Third, random sampling facilitates an evaluation of AI in terms of alternatives. Performing a random sample provides a benchmark to which not only the AI algorithm, but also the current way of working and other alternatives can be compared. This moves the perspective of the evaluation from an isolated evaluation of AI (focusing on the absolute risks and benefits of implementing it) towards a relative evaluation where the downsides and benefits of alternatives are also actively considered. In practice, we see that development and implementation of AI often rely on go/no-go moments which represent the alternatives of either implementing the AI in the public services or maintaining the public service as is. We argue that the benefits and downsides of alternatives such as maintaining the current way of working deserve as diligent of an evaluation such that the consequences of a no-go decision are also clearly understood. In the execution of public service, legal concepts such as proportionality (are the means suitable, necessary and not excessively burdening citizens to achieve the objective?) and subsidiarity (are there no alternative means which impose less burden to attain similar goals?) are key and should be considered carefully [4].

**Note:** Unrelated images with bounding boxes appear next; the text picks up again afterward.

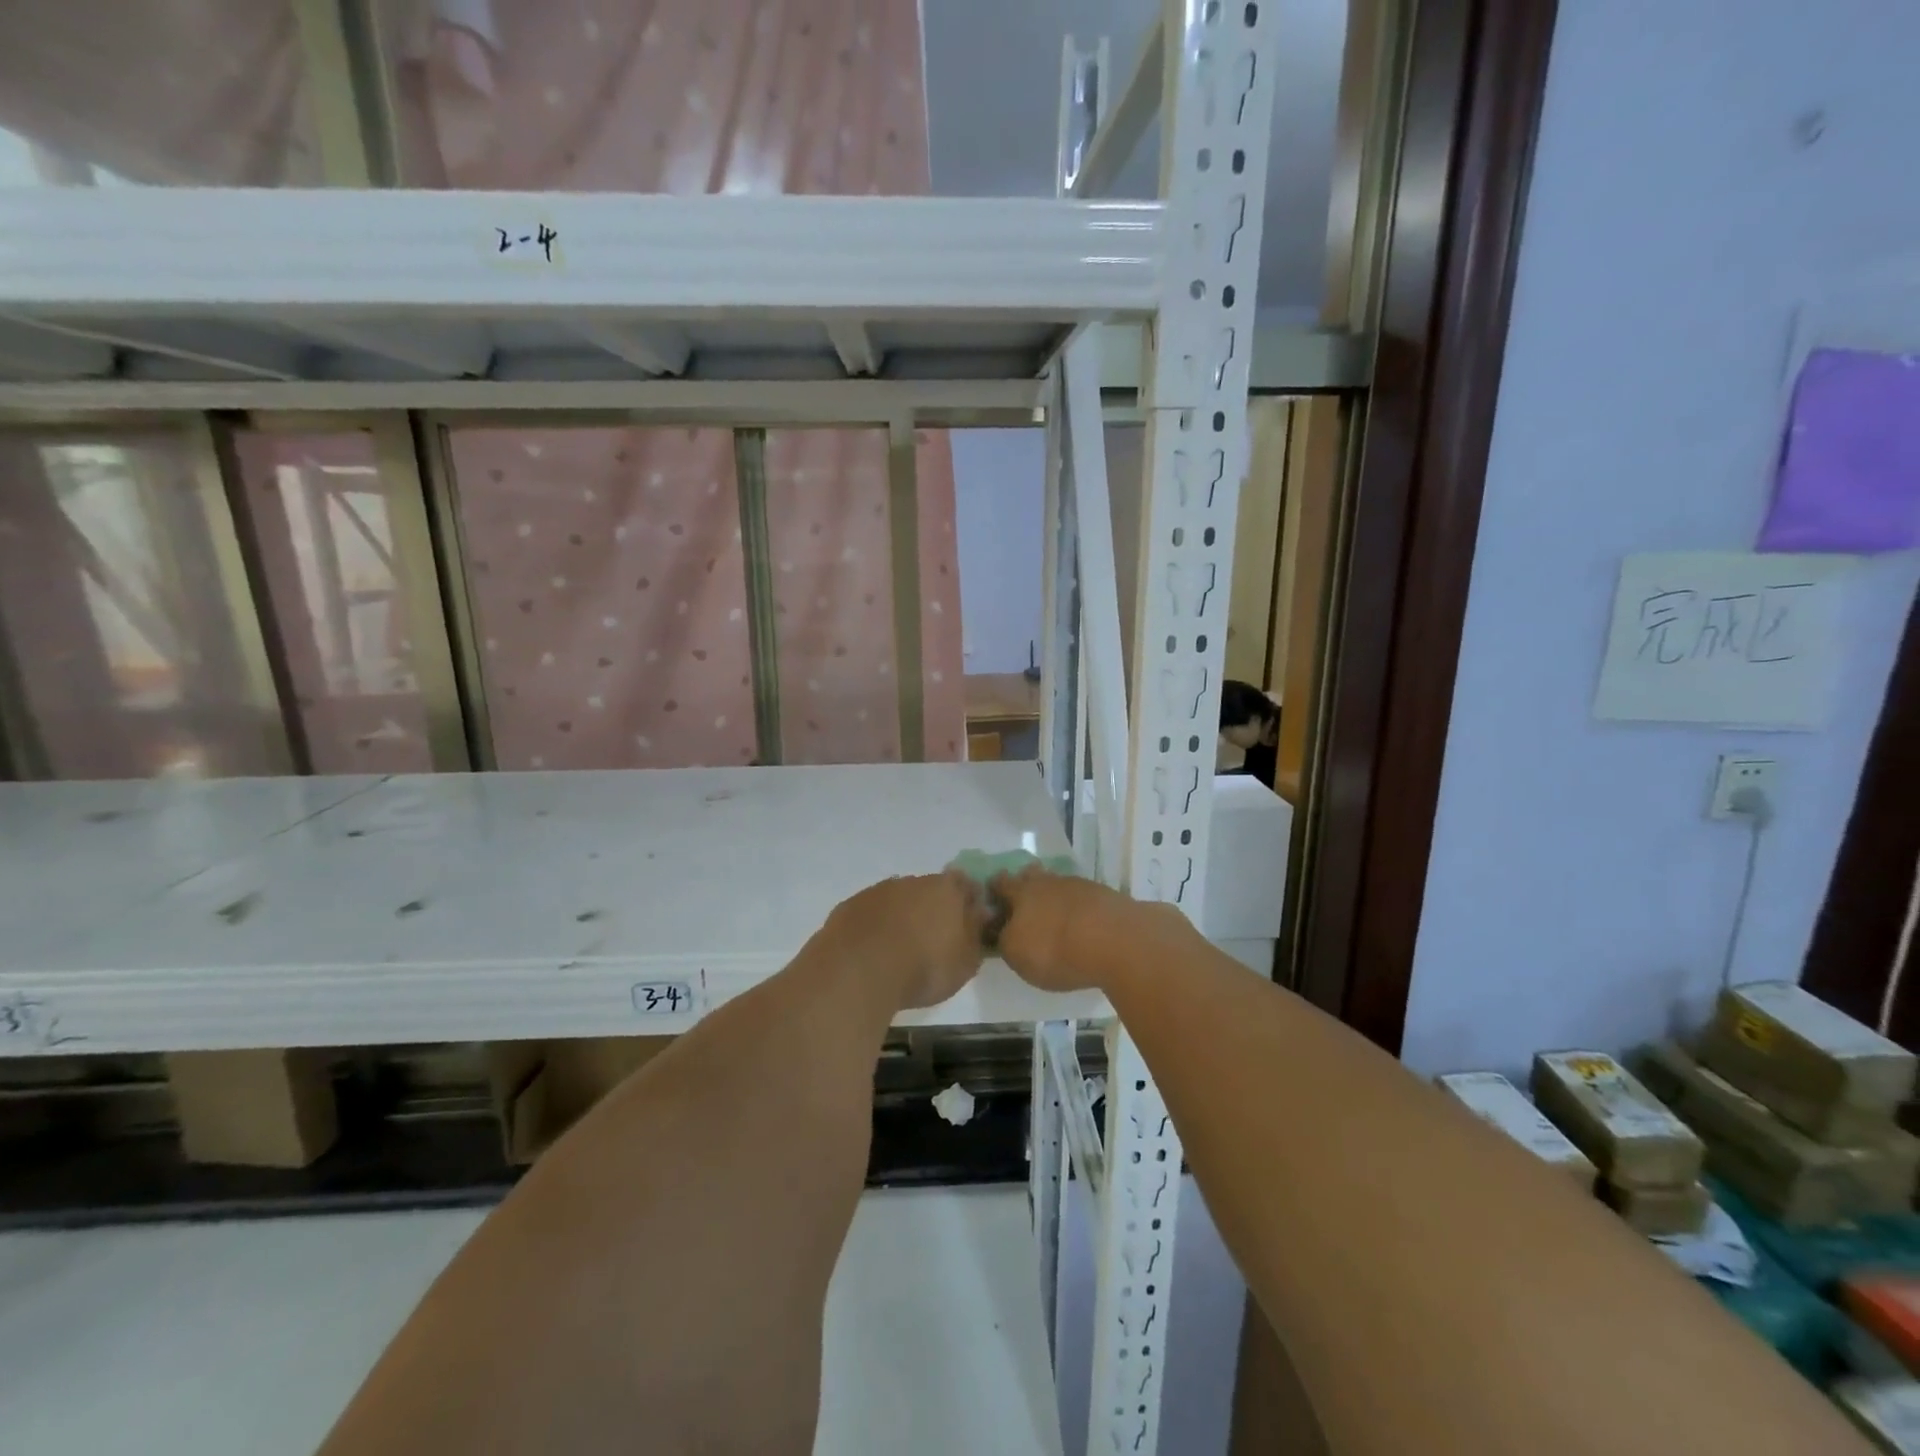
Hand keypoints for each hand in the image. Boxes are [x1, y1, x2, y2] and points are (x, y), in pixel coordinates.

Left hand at [822, 873, 988, 1010]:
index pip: (965, 884)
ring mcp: (878, 891)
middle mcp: (912, 882)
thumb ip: (975, 934)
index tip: (967, 922)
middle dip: (932, 908)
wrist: (860, 970)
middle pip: (928, 890)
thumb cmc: (924, 967)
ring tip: (901, 950)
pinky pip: (870, 914)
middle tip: (933, 940)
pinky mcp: (850, 906)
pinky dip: (875, 927)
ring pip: (897, 900)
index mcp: (946, 889)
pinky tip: (873, 951)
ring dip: (901, 917)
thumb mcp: (965, 962)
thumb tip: (979, 914)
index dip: (967, 901)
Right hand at [990, 868, 1186, 993]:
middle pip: (1033, 877)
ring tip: (1056, 919)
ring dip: (1056, 899)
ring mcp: (1082, 886)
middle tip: (1025, 905)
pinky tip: (1083, 926)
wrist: (1117, 941)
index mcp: (1022, 891)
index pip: (1001, 883)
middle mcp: (1050, 881)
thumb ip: (1005, 940)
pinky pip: (1086, 901)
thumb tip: (1003, 931)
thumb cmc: (1055, 949)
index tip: (992, 900)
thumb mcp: (1016, 954)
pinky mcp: (1108, 898)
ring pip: (1061, 887)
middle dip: (1027, 887)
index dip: (994, 890)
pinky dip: (1080, 911)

4.4 Reflection on Goal Translation

Fourth, random sampling is a means to challenge the assumptions made in the data processing as well as those made to translate the societal goal to modeling criteria. Closely related to the first and third argument, we would like to emphasize that executing a random sample, and therefore partially or temporarily changing the way of working, creates a setting of critical reflection on the current way of working. This is an opportunity to discover blind spots regarding unwanted impact with respect to any public values important to the public organization. For the development of the AI algorithm, this reflection may also help checking the explicit assumptions made in terms of data processing and those made to translate the real world goal to the model goal within the available data. For example, in our fictional example, the real world goal is to use the capacity of the inspectors more effectively to reduce fraud. The current model goal is whether a recipient is likely of committing fraud. It can be discussed whether this focus on fraudulent behavior prediction is the right translation of the real world goal to the model goal. Alternatively a model can also focus on prioritizing cases such that capacity is used most efficiently. For example a model that schedules the cases according to the ability of inspectors or the expected difficulty, duration, and impact of the inspection. Another reflection may pertain to the translation of the societal goal to reduce fraud to a single technical definition of fraud for the model. Is a measure that aggregates different types of fraud desirable? I.e. is it justifiable to consider fraud committed on purpose equivalent to unintentional misunderstanding of the exact duties for receiving welfare [15]?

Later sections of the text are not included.